Technology surprise, disruptive technologies, or being caught unaware when managing a research portfolio or research funding are some of the fears that keep research managers and research funders up at night. Individual scientists might see some interesting things at conferences and might keep a mental note, but unless they can see the connection to their own work, will likely not bring it back. Even if they do, they might not be able to get funding for their new idea if the folks with the bucks don’t see where it’s going. Consequently, there are lots of different ways to do technology forecasting and the like. One of the main ways has been to mine the literature. Of course, as with anything using the literature you’re looking at some time delay. After all, a journal article may appear three years or more after the research was started.

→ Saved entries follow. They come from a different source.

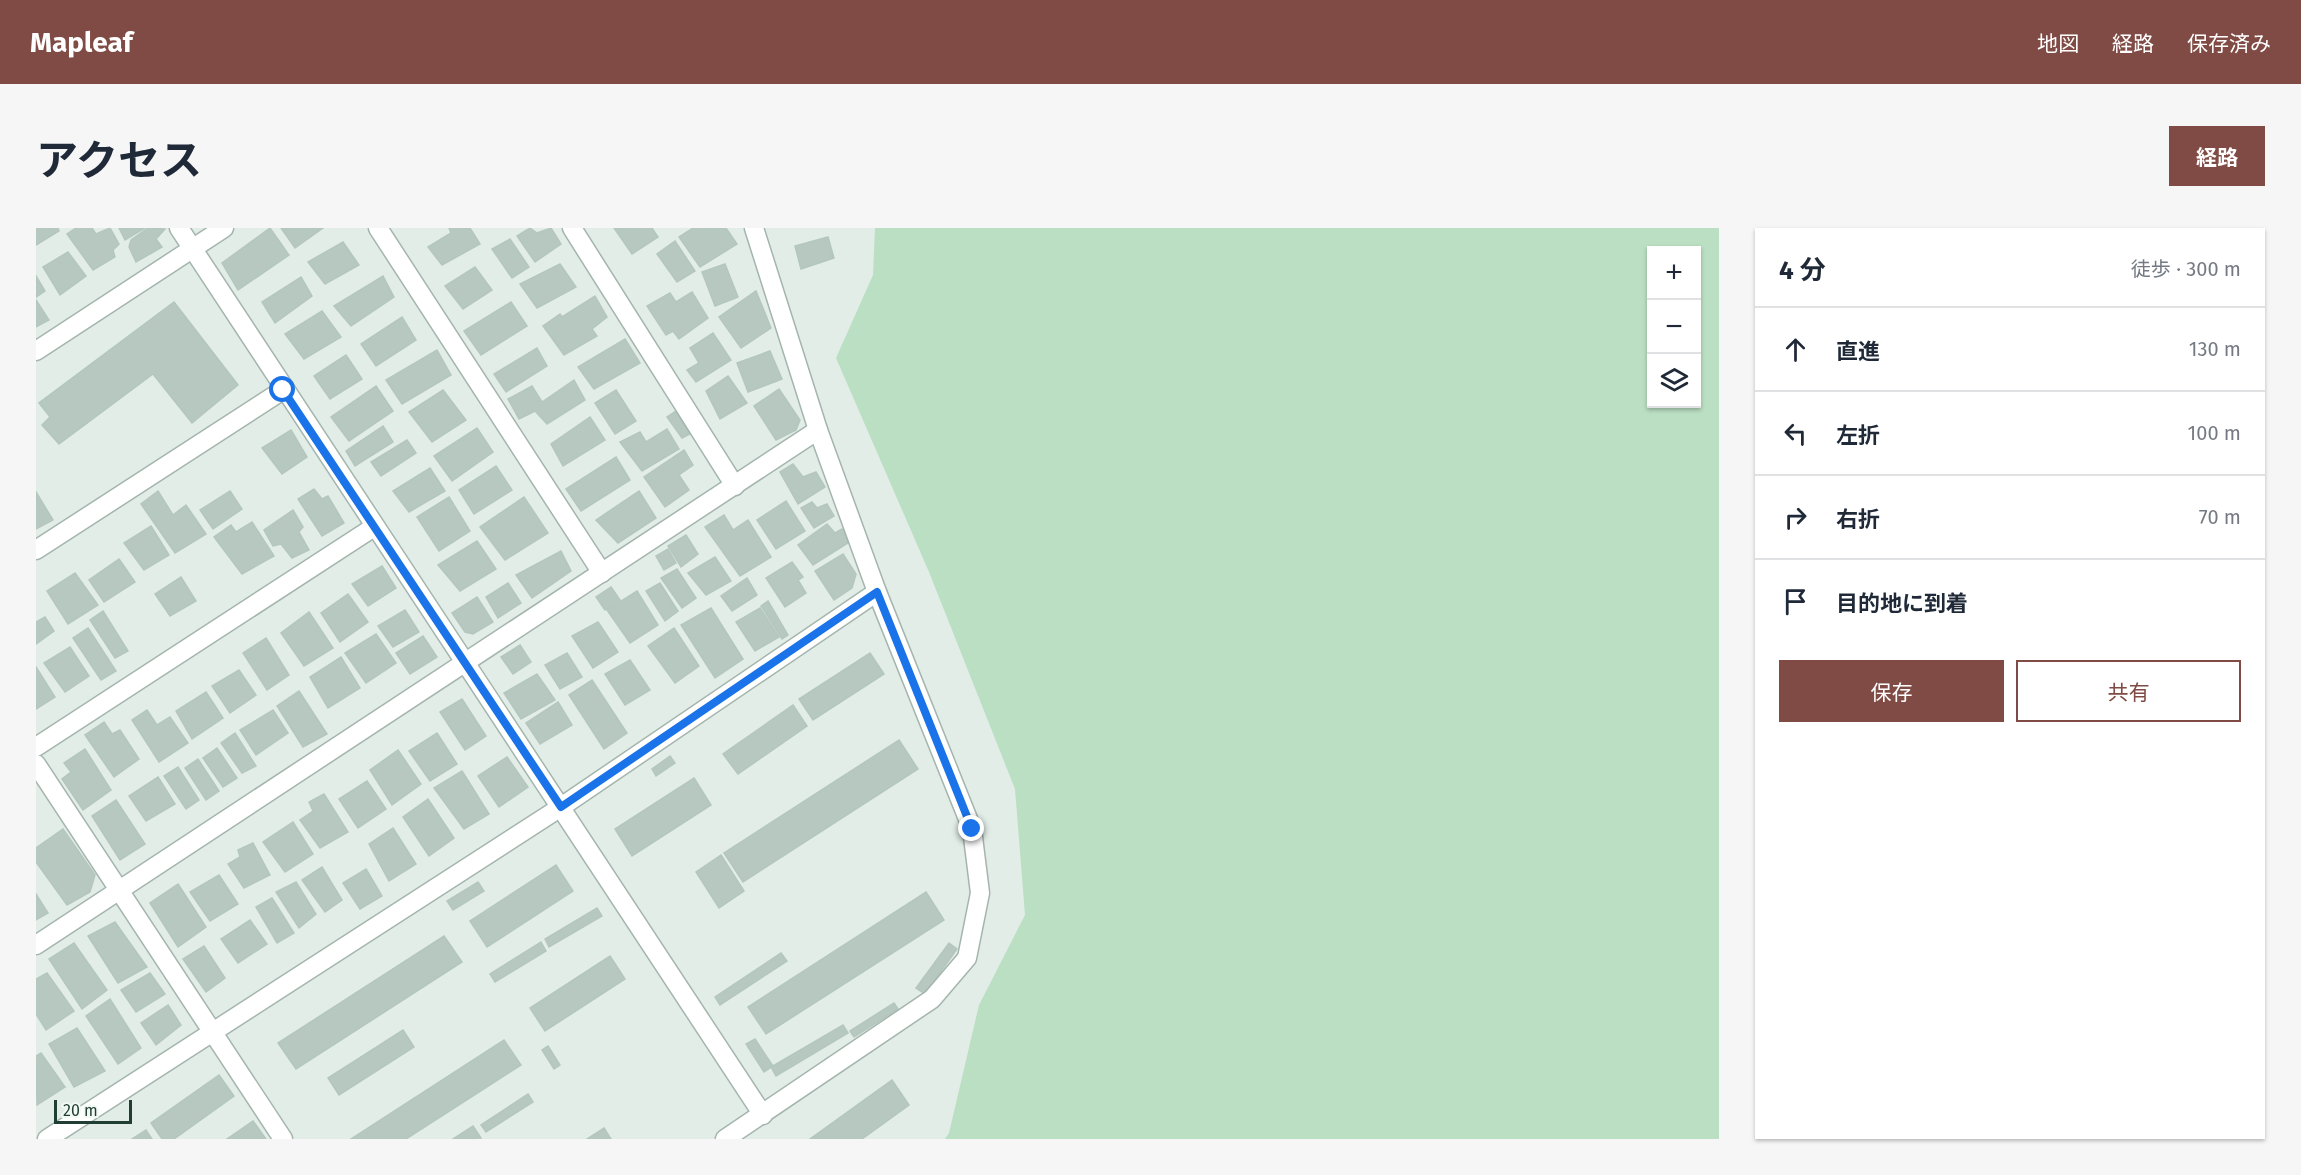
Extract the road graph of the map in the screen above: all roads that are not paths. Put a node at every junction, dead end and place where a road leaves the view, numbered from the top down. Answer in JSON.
{"nodes":[{"id":1,"x":178,"y":228,"type":"edge"},
{"id":2,"x":224,"y":228,"type":"edge"},
{"id":3,"x":378,"y":228,"type":"edge"},
{"id":4,"x":572,"y":228,"type":"edge"},
{"id":5,"x":754,"y":228,"type":"edge"},
{"id":6,"x":192,"y":248,"type":"junction"},
{"id":7,"x":36,"y":351,"type":"edge"},
{"id":8,"x":283,"y":390,"type":"junction"},
{"id":9,"x":818,"y":430,"type":"junction"},
{"id":10,"x":735,"y":486,"type":"junction"},
{"id":11,"x":374,"y":527,"type":"junction"},
{"id":12,"x":36,"y":550,"type":"edge"},
{"id":13,"x":602,"y":573,"type":"junction"},
{"id":14,"x":877,"y":592,"type":"junction"},
{"id":15,"x":467,"y":664,"type":"junction"},
{"id":16,"x":36,"y":747,"type":"edge"},
{"id":17,"x":36,"y":764,"type":"edge"},
{"id":18,"x":561,"y":807,"type":"junction"},
{"id":19,"x":121,"y":890,"type":"junction"},
{"id":20,"x":36,"y":945,"type":"edge"},
{"id":21,"x":213,"y":1032,"type":"junction"},
{"id":22,"x":763,"y":1115,"type":"junction"},
{"id":23,"x":47,"y":1139,"type":"edge"},
{"id":24,"x":283,"y":1139,"type":"edge"},
{"id":25,"x":726,"y":1139,"type":"edge"}],
"edges":[{"from":1,"to":6,"type":"street"},
{"from":2,"to":6,"type":"street"},
{"from":3,"to":13,"type":"street"},
{"from":4,"to":10,"type":"street"},
{"from":5,"to":9,"type":"street"},
{"from":6,"to":7,"type":"street"},
{"from":6,"to":8,"type":"street"},
{"from":8,"to":11,"type":"street"},
{"from":8,"to":12,"type":"street"},
{"from":9,"to":10,"type":"street"},
{"from":9,"to":14,"type":"street"},
{"from":10,"to":13,"type":"street"},
{"from":11,"to":15,"type":"street"},
{"from":11,"to":16,"type":"street"},
{"from":13,"to":15,"type":"street"},
{"from":14,"to":18,"type":"street"},
{"from":14,"to":22,"type":"street"},
{"from":15,"to":18,"type":"street"},
{"from":15,"to":19,"type":"street"},
{"from":17,"to":19,"type":"street"},
{"from":18,"to":21,"type":"street"},
{"from":18,"to":22,"type":"street"},
{"from":19,"to":20,"type":"street"},
{"from":19,"to":21,"type":"street"},
{"from":21,"to":23,"type":"street"},
{"from":21,"to":24,"type":"street"},
{"from":22,"to":25,"type":"street"}]}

I’ve been party to a bunch of conversations about this and I’ve also dabbled in the topic so I was intrigued when I saw this article in my feed from the journal. Plus, it uses a tool I’ve had a lot of success with recently in my work, Sci2.
Citation: Guo, H., Weingart, S., & Börner, K. (2011). Mixed-indicators model for identifying emerging research areas Scientometrics DOI: 10.1007/s11192-011-0433-7
The data set they are using is all the articles from PNAS and Scientometrics over a period of thirty years from 1980 to 2010. They’re using the information from Thomson Reuters Web of Science, not the full text of the articles.
Their indicators of emerging areas are:
- Addition of lots of new authors
- Increased interdisciplinarity of citations
- Bursts of new phrases/words
This differs from other work from like Chen and Zitt and others that cluster on citation or co-citation networks and also look at nodes with high betweenness centrality for turning points.
The addition of new authors per year is pretty straight forward, but the other two methods deserve some description. For disciplinarity, each cited article is given a score based on its journal’s location on the UCSD map of science. Then a Rao-Stirling diversity score is calculated for each article to provide a interdisciplinarity of citations. For each pair of citations in the reference list, the probability of the first being in a discipline, the probability of the second in its discipline and then the great circle distance between the two disciplines are used for the score (the map is on a sphere hence not Euclidean distance). The limitations are pretty numerous. First the map is only journals, only 16k journals, and only journals that were around 2001-2005 (think of how many journals have come out in the last few years). Articles with more than 50% of the citations not going to things on the map were dropped. They mentioned areas with a lot of citations to monographs, but I would think the bigger problem would be conferences. Newer research areas might have problems finding a home in established journals or might be too new for journals and might only be appearing at conferences.
For word bursts, I know from using Sci2 that they’re using Kleinburg’s (2002, $,free pdf on citeseer) algorithm, but I don’t believe they state that in the article. Their description of their implementation of the algorithm is here. I’ve been curious about it but haven’t had the time to read the original article.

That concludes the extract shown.